L’exercice du pouvoir, abusif ou pas, habillé d’une apparence législative ou pas, se fait toujours au profit et dans l’intérêt de ceux qui le détiennent, au détriment de ceux qui le subissent, et avec la complicité, le soutien actif ou l’assentiment complaisant de tous ceux qui en tirent bénéfice et avantage. Tout pouvoir, maffieux, « royal », « religieux », « républicain », « révolutionnaire », etc, doit et sait redistribuer une partie du butin à ses complices et affidés, s’il veut durer.

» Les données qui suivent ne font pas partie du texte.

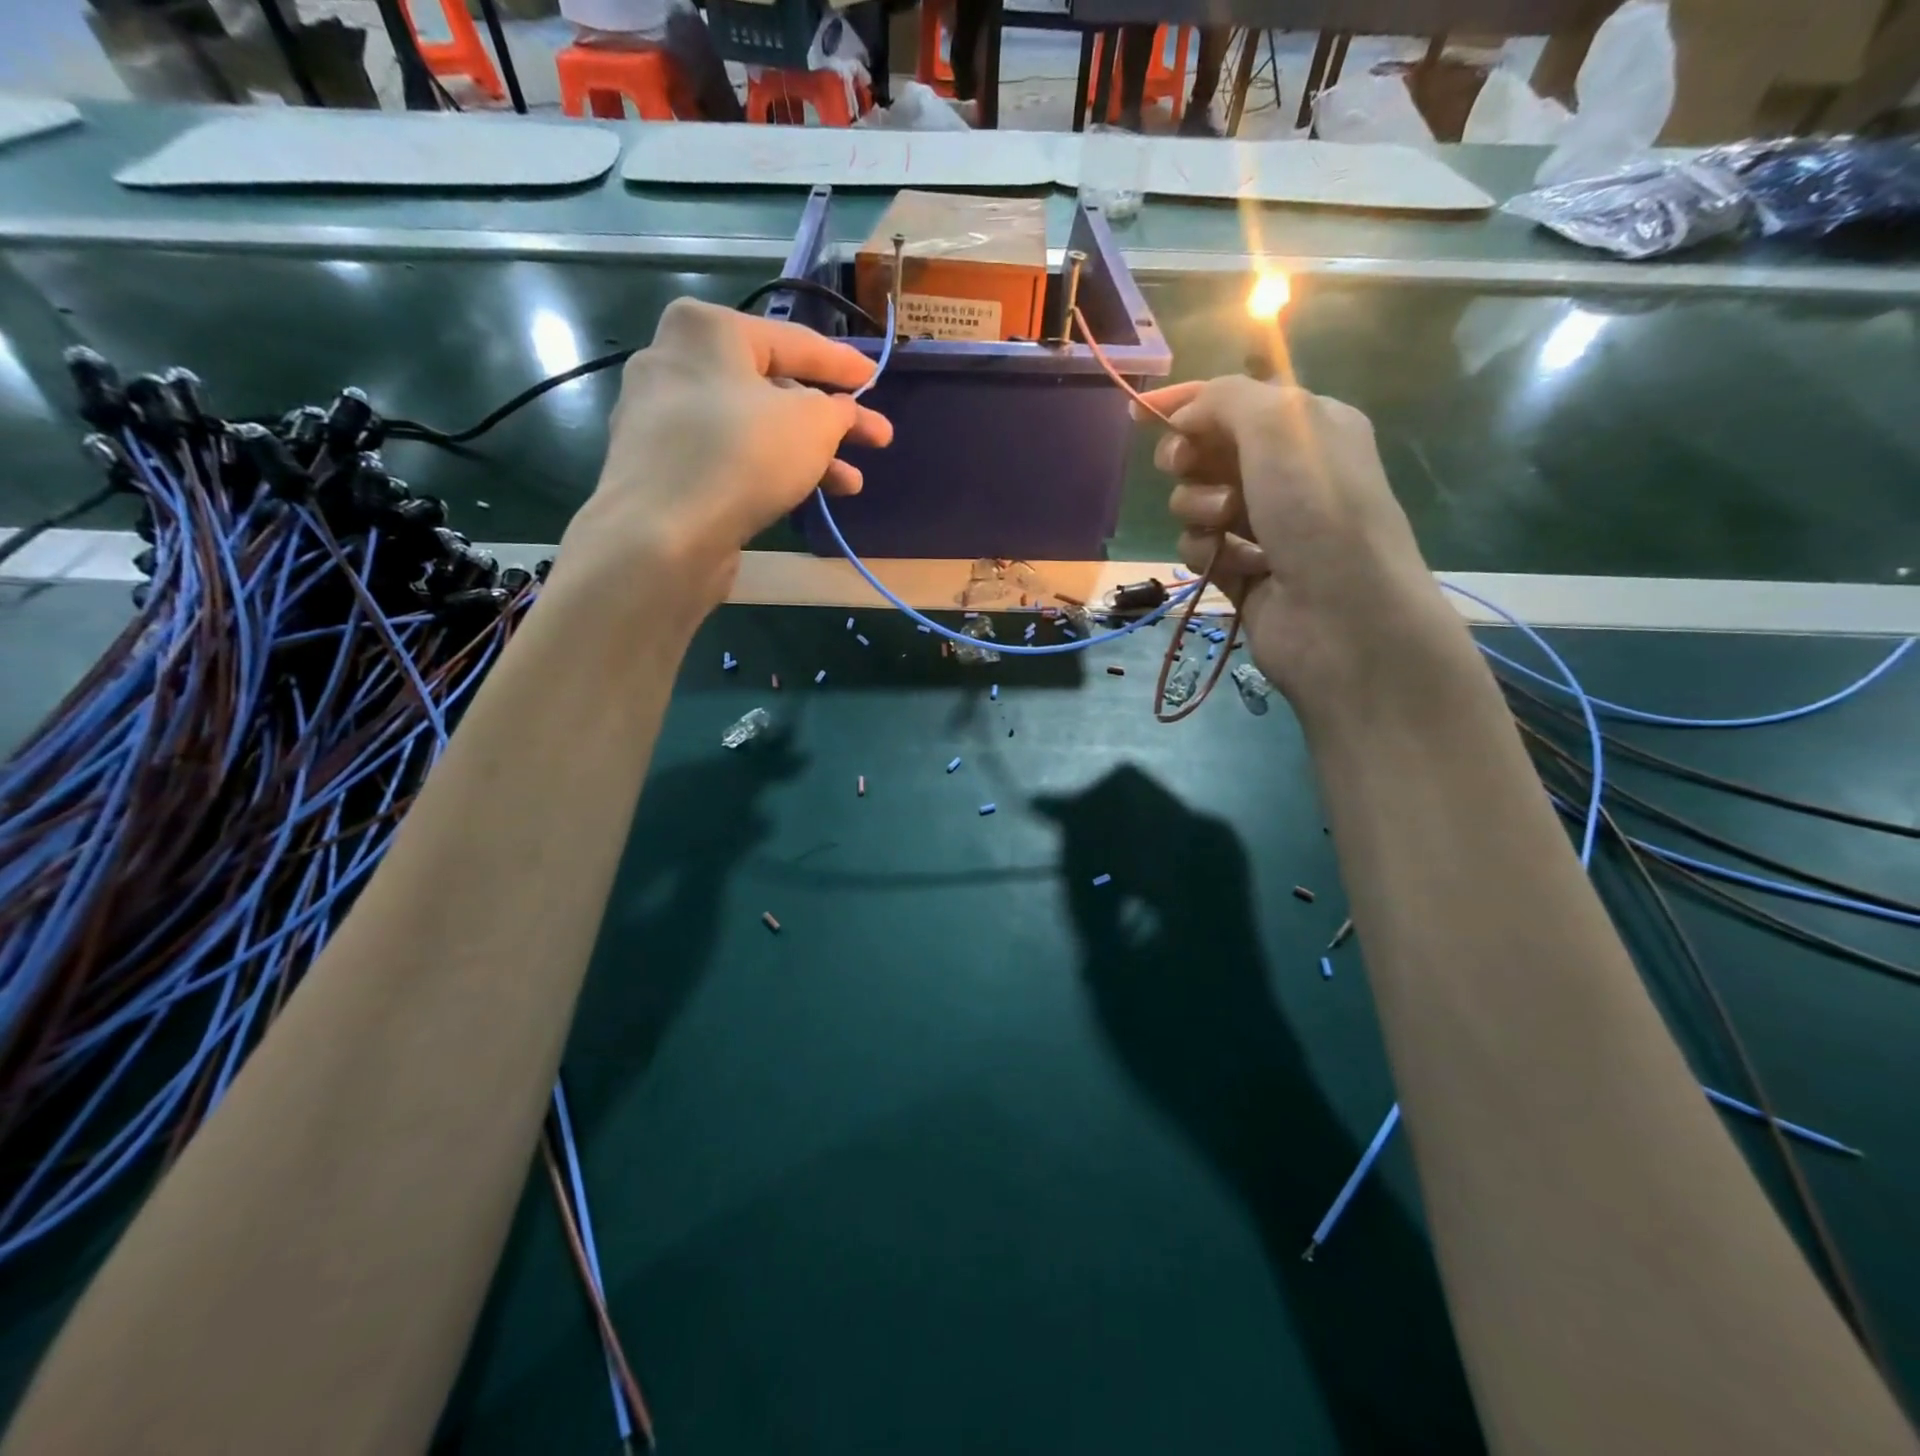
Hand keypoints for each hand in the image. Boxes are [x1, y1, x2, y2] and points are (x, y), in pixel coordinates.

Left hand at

Terres, rentes, prébendes, honneurs, distinctions … Les premiers « rois » de notre histoire ne sont que des voyous, des chefs de bande, utilement adornés de faste et de prestige, de « noblesse », par des clercs courtisans, qui se sont emparés de territoires par la violence, puis en ont pérennisé la possession, pour eux et leur descendance, par ces déclarations menaçantes qu’on appelle « lois ». Ils ont pu posséder des esclaves, prélever des « impôts » (méthode du racket), jouir de ce dont les autres étaient privés, satisfaire leurs caprices les plus tordus, jusqu'à ce que des révoltes les obligent à accepter d’autres « lois », moins avantageuses, plus restrictives, ou profitant à un autre groupe social venant de s’emparer à son tour des commandes. Autour du despote, il y a toujours l’entourage de ses affidés et féaux, en cercles concentriques, toute la hiérarchie de ceux qui profitent, à des degrés divers, du système mis en place, en échange de leurs aide, soutien, complicité, complaisance, indifférence. Degrés successifs d’acceptation d’un système de domination, répondant aux rémunérations qui les accompagnent. Les dominants achètent la complicité de ceux qui les aident dans leur prédation, ou au minimum s’abstiennent de s’y opposer : c’est ce pacte, résultant des rapports de forces entre les parties contractantes, qu’on appelle « la loi », dont les articles et énoncés fluctuent au gré des évolutions du rapport de forces. Un despote ne peut régner seul. Ce qui différencie les types de régimes, c’est le mode de désignation du chef de bande, et la proportion de la population associée au butin. Dans une « démocratie bourgeoise », et c’est sa force, tous ceux qui reçoivent une part « suffisante » des richesses (prélevées sur les pays et les catégories sociales les plus faibles) n’ont évidemment aucun intérêt (aucune « raison ») de s’opposer à ce système, d’en dénoncer les exactions et injustices, d’en critiquer le fonctionnement ni les lois.

Les meurtres d’Etat, les violences policières, les agressions militaires, les spoliations, privations de droits, de libertés ou de biens paraîtront « normaux », justes, légitimes (ou seront occultés par un déni de réalité) par les parties de la population, plus ou moins nombreuses, qui en retirent un bénéfice : dans l’Iran des mollahs comme dans la Russie de Poutine, la Chine « communiste », les Etats-Unis ou la France. Partout, on justifiera l’oppression (d’intensité et de périmètres très différents, en fonction des rapports de forces institués localement au cours de l’Histoire) par cette évidence : « c’est la loi ».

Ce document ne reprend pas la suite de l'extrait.